My wife is a big fan of Maya Rudolph, so conversation recently turned to her mother, the great Chicago-born-and-raised soul singer Minnie Riperton, who trained with the Lyric and worked as a secretary at Chess Records. Soul music is a big blind spot in my musical education, so I was only passingly familiar with her singular gifts in the whistle register.
But the biggest blind spot in my musical education is the baroque excess of psychedelic rock, which I tend to unfairly associate with the fatal abuse of controlled substances and studio gimmickry. (The sole exception: Sly Stone's seminal bummer There's a Riot Goin' On, which chilled psych's florid preciousness with the fear that represented the era for a lot of the people who lived it.) So I'd definitely never heard of Rotary Connection, one of the more odd acts to come out of Chess Records, and Riperton's pre-stardom act.
It was something of a local supergroup, featuring Phil Upchurch (who's worked with everyone from Curtis Mayfield to Stan Getz to Jimmy Smith to Michael Jackson), Mitch Aliotta and John Jeremiah (of Aliotta-Haynes-Jeremiah), Riperton (formerly of the Gems), members of garage-rockers The Proper Strangers (including Aliotta), Charles Stepney (a producer on The Howlin' Wolf Album and Electric Mud, among others), percussion teacher and exotica cult figure Bobby Christian, neglected soul vocalist Sidney Barnes, and others, not to mention the CSO on strings. They're not exactly obscure; Stepney received a Grammy nomination for his production, and a cover of "I Am the Black Gold Of the Sun" made it onto the popular supergroup recording Nuyorican Soul.
But they're not exactly a household name, either. The only Rotary Connection tracks I can find for purchase online are 13 of the 16 songs on Minnie Riperton: Her Chess Years and a handful on Amazon, mostly Christmas songs. Of them, my favorites are "A-Muse," an impossibly delicate cut that's just Riperton and an acoustic guitar inflected with a British folk invasion sound; and "Stormy Monday Blues," a bluesy rave-up duet between Riperton and Sidney Barnes. Other than that, there's an import best-of and a 1999 re-release of their second album.
As is so often the case with dusties, the best place to find Rotary Connection is YouTube.
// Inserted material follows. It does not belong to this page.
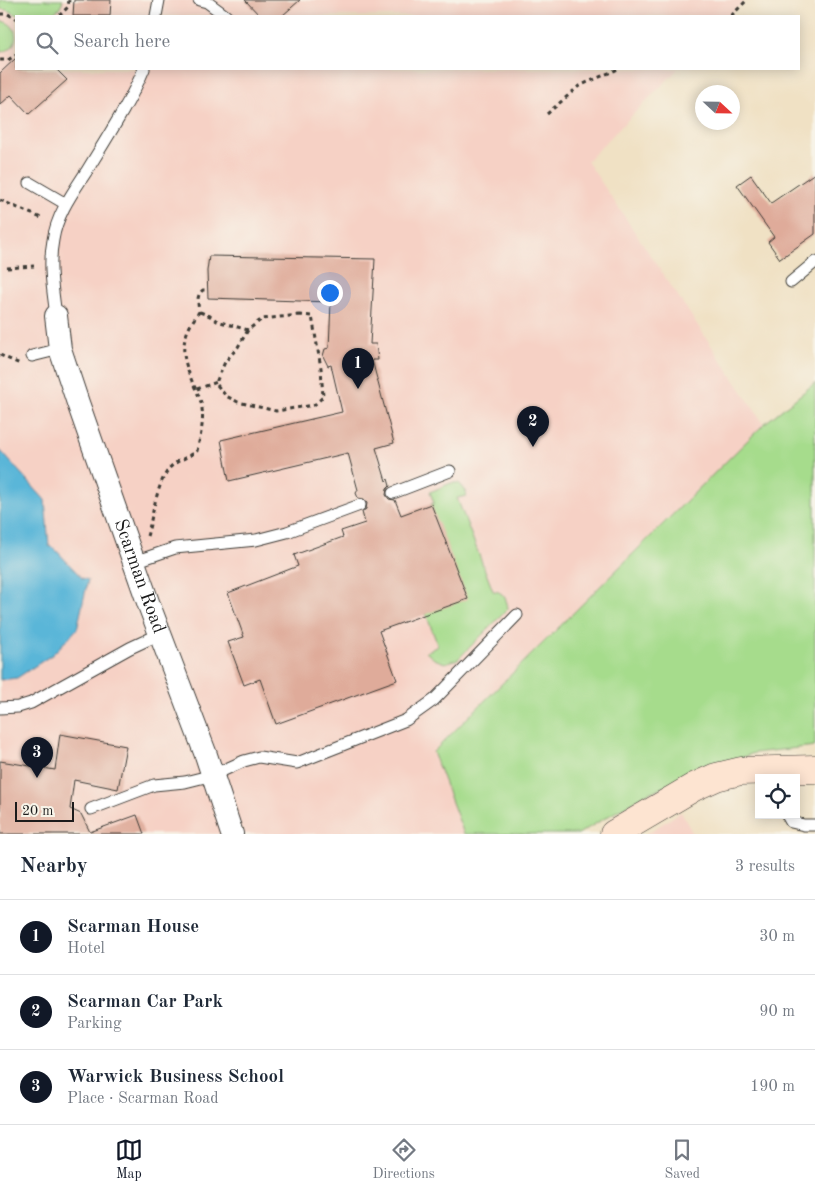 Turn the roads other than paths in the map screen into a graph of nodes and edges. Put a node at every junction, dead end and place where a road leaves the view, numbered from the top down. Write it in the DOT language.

Their music was all over the place—"Stormy Monday Blues" is basically a straight blues number; "Lady Jane" sounds like soul Fairport Convention; "We're Going Wrong" is a huge, almost amelodic wall-of-sound space dirge; "Respect" applies the lessons of Curtis Mayfield to Otis Redding's standard. Psychedelic soul and rock were always a bit of a grab bag anyway, so whether you find it mindblowing or irritating will be a matter of taste.